Data to examine:
* * * *
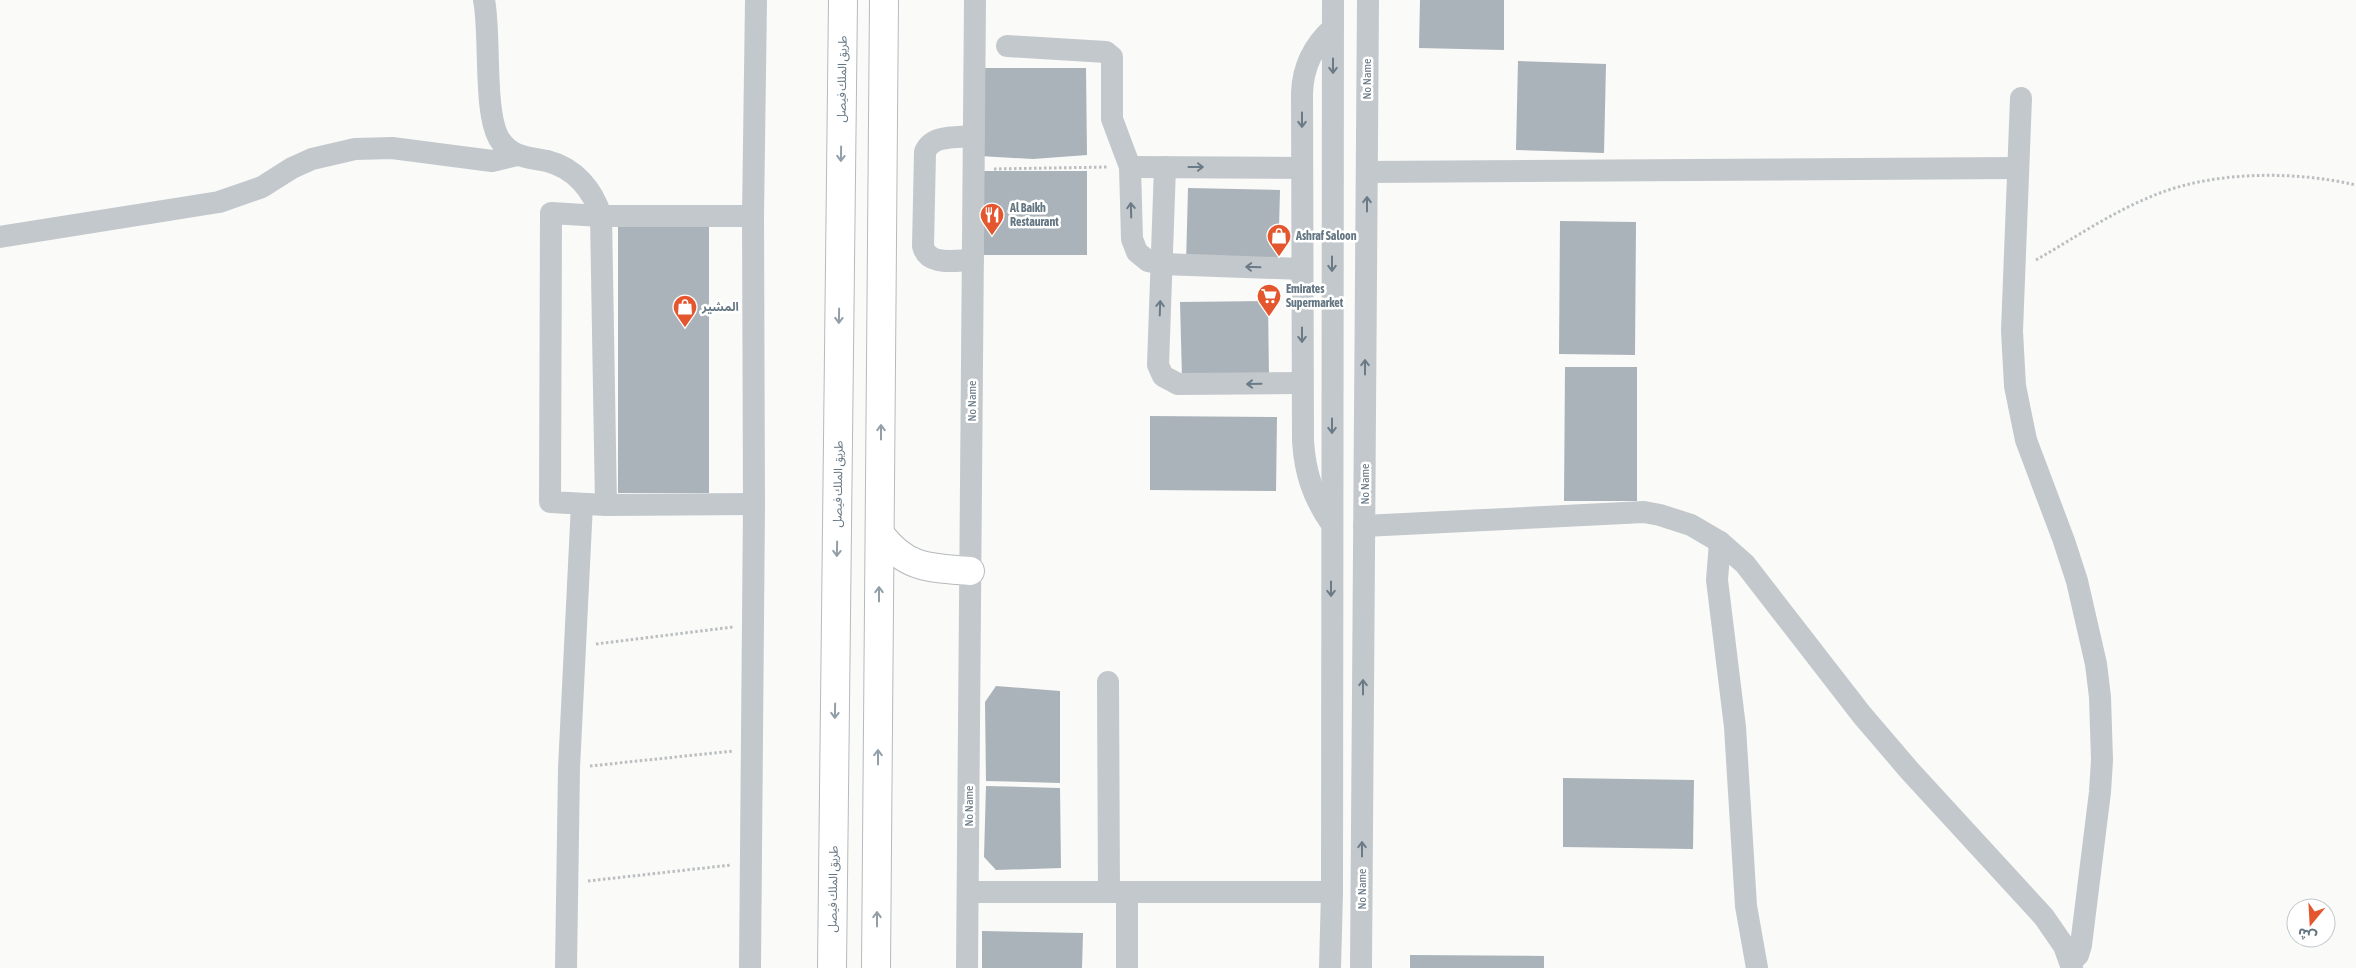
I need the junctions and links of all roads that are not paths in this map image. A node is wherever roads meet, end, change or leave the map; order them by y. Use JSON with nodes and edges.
{"nodes":[{"id":1,"x":484,"y":0,"type":"edge"},
{"id":2,"x":756,"y":0,"type":"edge"},
{"id":3,"x":843,"y":0,"type":"edge"},
{"id":4,"x":884,"y":0,"type":"edge"},
{"id":5,"x":975,"y":0,"type":"edge"},
{"id":6,"x":1333,"y":0,"type":"edge"},
{"id":7,"x":1368,"y":0,"type":"edge"},
{"id":8,"x":1333,"y":28,"type":"junction"},
{"id":9,"x":1007,"y":46,"type":"dead end"},
{"id":10,"x":2021,"y":98,"type":"dead end"},
{"id":11,"x":974,"y":136,"type":"junction"},
{"id":12,"x":517,"y":155,"type":"junction"},
{"id":13,"x":1130,"y":167,"type":"junction"},
{"id":14,"x":1165,"y":167,"type":"junction"},
{"id":15,"x":1302,"y":168,"type":"junction"},
{"id":16,"x":2018,"y":168,"type":"junction"},
{"id":17,"x":1367,"y":172,"type":"junction"},
{"id":18,"x":601,"y":216,"type":"junction"},
{"id":19,"x":752,"y":216,"type":"junction"},
{"id":20,"x":0,"y":237,"type":"edge"},
{"id":21,"x":973,"y":260,"type":"junction"},
{"id":22,"x":1162,"y":264,"type":"junction"},
{"id":23,"x":1302,"y":269,"type":"junction"},
{"id":24,"x":1302,"y":383,"type":"junction"},
{"id":25,"x":582,"y":504,"type":"junction"},
{"id":26,"x":754,"y":504,"type":"junction"},
{"id":27,"x":606,"y":505,"type":"junction"},
{"id":28,"x":1331,"y":524,"type":"junction"},
{"id":29,"x":1364,"y":526,"type":"junction"},
{"id":30,"x":880,"y":534,"type":"junction"},
{"id":31,"x":1720,"y":542,"type":"junction"},
{"id":32,"x":970,"y":572,"type":"junction"},
{"id":33,"x":1108,"y":682,"type":"dead end"},
{"id":34,"x":968,"y":892,"type":"junction"},
{"id":35,"x":1118,"y":892,"type":"junction"},
{"id":36,"x":1332,"y":892,"type":"junction"},
{"id":37,"x":2071,"y":965,"type":"edge"},
{"id":38,"x":566,"y":968,"type":"edge"},
{"id":39,"x":750,"y":968,"type":"edge"},
{"id":40,"x":832,"y":968,"type":"edge"},
{"id":41,"x":876,"y":968,"type":"edge"},
{"id":42,"x":967,"y":968,"type":"edge"},
{"id":43,"x":1127,"y":968,"type":"edge"},
{"id":44,"x":1330,"y":968,"type":"edge"},
{"id":45,"x":1361,"y":968,"type":"edge"},
{"id":46,"x":1757,"y":968,"type":"edge"}],
"edges":[{"from":1,"to":12,"type":"street"},
{"from":2,"to":19,"type":"street"},
{"from":3,"to":40,"type":"main road","name":"طريق الملك فيصل","one_way":true},
{"from":30,"to":4,"type":"main road","one_way":true},
{"from":5,"to":11,"type":"street","name":"No Name"},
{"from":6,"to":8,"type":"street"},
{"from":7,"to":17,"type":"street","name":"No Name"},
{"from":8,"to":15,"type":"street","one_way":true},
{"from":8,"to":28,"type":"street","one_way":true},
{"from":9,"to":13,"type":"street"},
{"from":10,"to":16,"type":"street"},
{"from":11,"to":21,"type":"street","name":"No Name"},
{"from":11,"to":21,"type":"street"},
{"from":12,"to":18,"type":"street"},
{"from":12,"to":20,"type":"street"},
{"from":13,"to":14,"type":"street"},
{"from":22,"to":13,"type":"street","one_way":true},
{"from":14,"to":15,"type":"street","one_way":true},
{"from":14,"to":22,"type":"street"},
{"from":15,"to":23,"type":"street"},
{"from":16,"to":17,"type":"street"},
{"from":16,"to":37,"type":"street"},
{"from":29,"to":17,"type":"street","name":"No Name","one_way":true},
{"from":18,"to":19,"type":"street"},
{"from":18,"to":25,"type":"street"},
{"from":18,"to":27,"type":"street"},
{"from":19,"to":26,"type":"street"},
{"from":21,"to":32,"type":"street","name":"No Name"},
{"from":23,"to":22,"type":"street","one_way":true},
{"from":24,"to":22,"type":"street","one_way":true},
{"from":23,"to":24,"type":"street","one_way":true},
{"from":24,"to":28,"type":"street"},
{"from":25,"to":27,"type":"street"},
{"from":25,"to":38,"type":"street"},
{"from":26,"to":27,"type":"street"},
{"from":26,"to":39,"type":"street"},
{"from":28,"to":36,"type":"street","one_way":true},
{"from":29,"to":31,"type":"street"},
{"from":45,"to":29,"type":"street","name":"No Name","one_way":true},
{"from":30,"to":32,"type":"main road"},
{"from":41,"to":30,"type":"main road","one_way":true},
{"from":31,"to":37,"type":"street"},
{"from":31,"to":46,"type":"street"},
{"from":32,"to":34,"type":"street","name":"No Name"},
{"from":33,"to":35,"type":"street"},
{"from":34,"to":35,"type":"street"},
{"from":34,"to":42,"type":"street","name":"No Name"},
{"from":35,"to":36,"type":"street"},
{"from":35,"to":43,"type":"street"},
{"from":36,"to":44,"type":"street"}]}
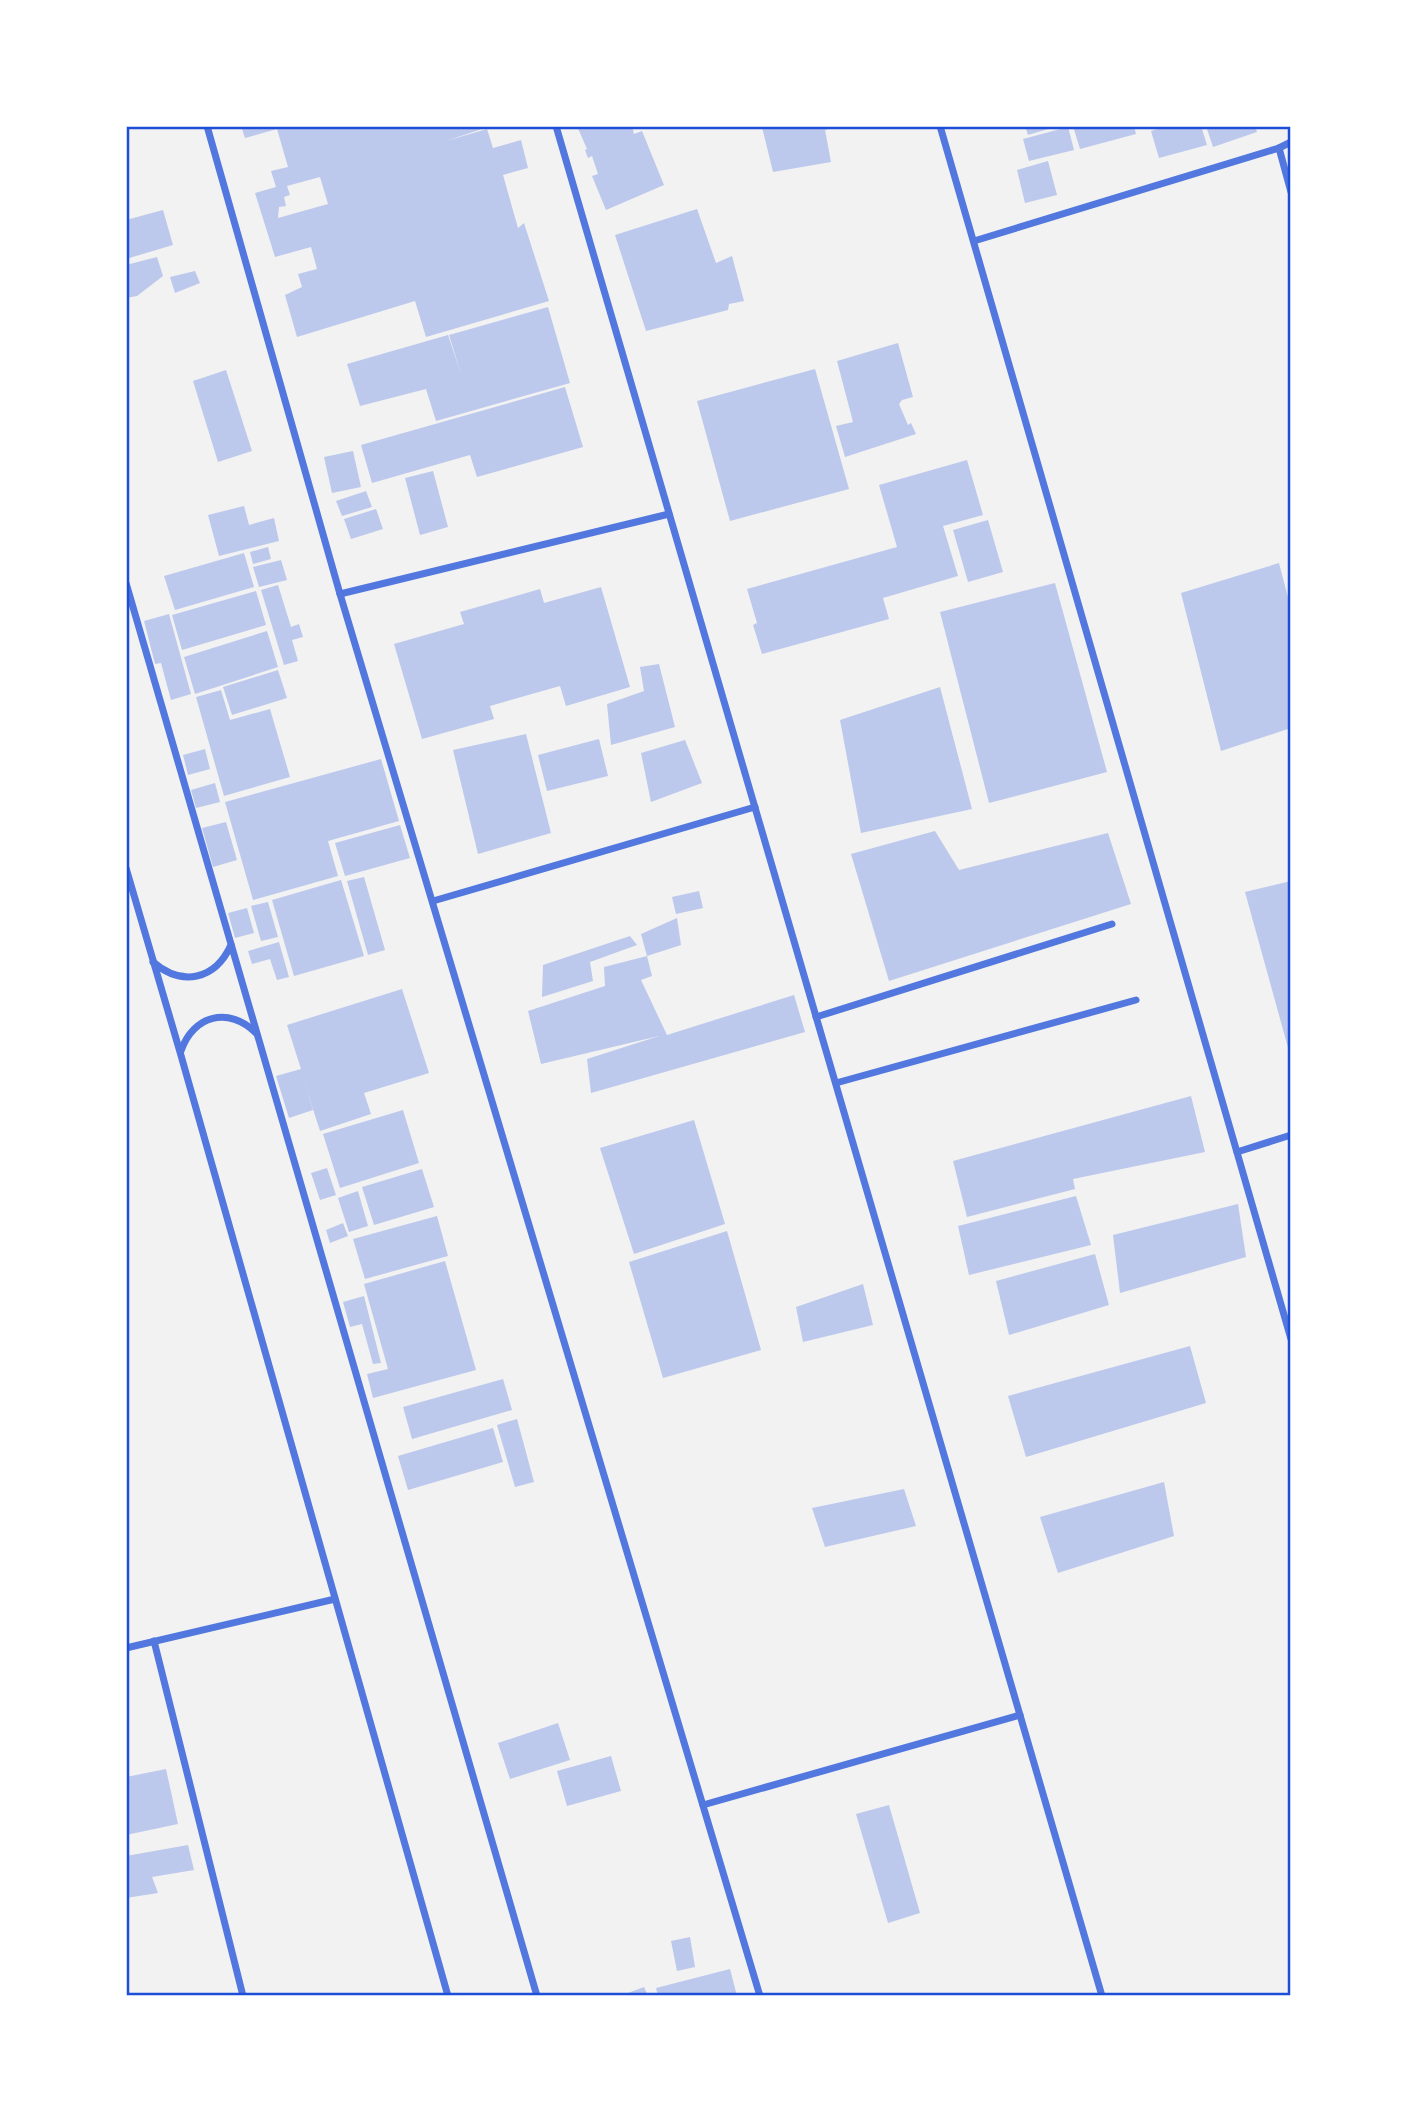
* * * *
Problem: Print verbatim every line above, apart from the pictures.

Solved problem:
I need the junctions and links of all roads that are not paths in this map image. A node is wherever roads meet, end, change or leave the map; order them by y. Use JSON with nodes and edges.
{"nodes":[{"id":1,"x":484,"y":0,"type":"edge"},
{"id":2,"x":756,"y":0,"type":"edge"},
{"id":3,"x":843,"y":0,"type":"edge"},
{"id":4,"x":884,"y":0,"type":"edge"},
{"id":5,"x":975,"y":0,"type":"edge"},
{"id":6,"x":1333,"y":0,"type":"edge"},
{"id":7,"x":1368,"y":0,"type":"edge"},
{"id":8,"x":1333,"y":28,"type":"junction"},
{"id":9,"x":1007,"y":46,"type":"dead end"},
{"id":10,"x":2021,"y":98,"type":"dead end"},
{"id":11,"x":974,"y":136,"type":"junction"},
{"id":12,"x":517,"y":155,"type":"junction"},
{"id":13,"x":1130,"y":167,"type":"junction"},
{"id":14,"x":1165,"y":167,"type":"junction"},
{"id":15,"x":1302,"y":168,"type":"junction"},
{"id":16,"x":2018,"y":168,"type":"junction"},
{"id":17,"x":1367,"y":172,"type":"junction"},
{"id":18,"x":601,"y":216,"type":"junction"},
{"id":19,"x":752,"y":216,"type":"junction"},
{"id":20,"x":0,"y":237,"type":"edge"},
{"id":21,"x":973,"y":260,"type":"junction"},
{"id":22,"x":1162,"y":264,"type":"junction"},
{"id":23,"x":1302,"y":269,"type":"junction"},
{"id":24,"x":1302,"y":383,"type":"junction"},
{"id":25,"x":582,"y":504,"type":"junction"},
{"id":26,"x":754,"y":504,"type":"junction"},
{"id":27,"x":606,"y":505,"type":"junction"},
{"id":28,"x":1331,"y":524,"type":"junction"},
{"id":29,"x":1364,"y":526,"type":"junction"},
{"id":30,"x":880,"y":534,"type":"junction"},
{"id":31,"x":1720,"y":542,"type":"junction"},
{"id":32,"x":970,"y":572,"type":"junction"},
{"id":33,"x":1108,"y":682,"type":"dead end"},
{"id":34,"x":968,"y":892,"type":"junction"},
{"id":35,"x":1118,"y":892,"type":"junction"},
{"id":36,"x":1332,"y":892,"type":"junction"},
{"id":37,"x":2071,"y":965,"type":"edge"},
{"id":38,"x":566,"y":968,"type":"edge"},
{"id":39,"x":750,"y":968,"type":"edge"},
{"id":40,"x":832,"y":968,"type":"edge"},
{"id":41,"x":876,"y":968,"type":"edge"},
{"id":42,"x":967,"y":968,"type":"edge"},
{"id":43,"x":1127,"y":968,"type":"edge"},
{"id":44,"x":1330,"y":968,"type":"edge"},
{"id":45,"x":1361,"y":968,"type":"edge"},
{"id":46,"x":1757,"y":968,"type":"edge"}],
"edges":[{"from":1,"to":12,"type":"street"},
{"from":2,"to":19,"type":"street"},
{"from":3,"to":40,"type":"main road","name":"طريق الملك فيصل","one_way":true},
{"from":30,"to":4,"type":"main road","one_way":true},
{"from":5,"to":11,"type":"street","name":"No Name"},
{"from":6,"to":8,"type":"street"},
{"from":7,"to":17,"type":"street","name":"No Name"},
{"from":8,"to":15,"type":"street","one_way":true},
{"from":8,"to":28,"type":"street","one_way":true},
{"from":9,"to":13,"type":"street"},
{"from":10,"to":16,"type":"street"},
{"from":11,"to":21,"type":"street","name":"No Name"},
{"from":11,"to":21,"type":"street"},
{"from":12,"to":18,"type":"street"},
{"from":12,"to":20,"type":"street"},
{"from":13,"to":14,"type":"street"},
{"from":22,"to":13,"type":"street","one_way":true},
{"from":14,"to":15,"type":"street","one_way":true},
{"from":14,"to":22,"type":"street"},
{"from":15,"to":23,"type":"street"},
{"from":16,"to":17,"type":"street"},
{"from":16,"to":37,"type":"street"},
{"from":29,"to":17,"type":"street","name":"No Name","one_way":true},
{"from":18,"to":19,"type":"street"},
{"from":18,"to":25,"type":"street"},
{"from":18,"to":27,"type":"street"},
{"from":19,"to":26,"type":"street"},
{"from":21,"to":32,"type":"street","name":"No Name"},
{"from":23,"to":22,"type":"street","one_way":true},
{"from":24,"to":22,"type":"street","one_way":true},
{"from":23,"to":24,"type":"street","one_way":true},
{"from":24,"to":28,"type":"street"},
{"from":25,"to":27,"type":"street"},
{"from":25,"to":38,"type":"street"},
{"from":26,"to":27,"type":"street"},
{"from":26,"to":39,"type":"street"},
{"from":28,"to":36,"type":"street","one_way":true},
{"from":29,"to":31,"type":"street"},
{"from":45,"to":29,"type":"street","name":"No Name","one_way":true},
{"from":30,"to":32,"type":"main road"},
{"from":41,"to":30,"type":"main road","one_way":true},
{"from":31,"to":37,"type":"street"},
{"from":31,"to":46,"type":"street"},
{"from":32,"to":34,"type":"street","name":"No Name"},
{"from":33,"to":35,"type":"street"},
{"from":34,"to":35,"type":"street"},
{"from":34,"to":42,"type":"street","name":"No Name"},
{"from":35,"to":36,"type":"street"},
{"from":35,"to":43,"type":"street"},
{"from":36,"to":44,"type":"street"}]}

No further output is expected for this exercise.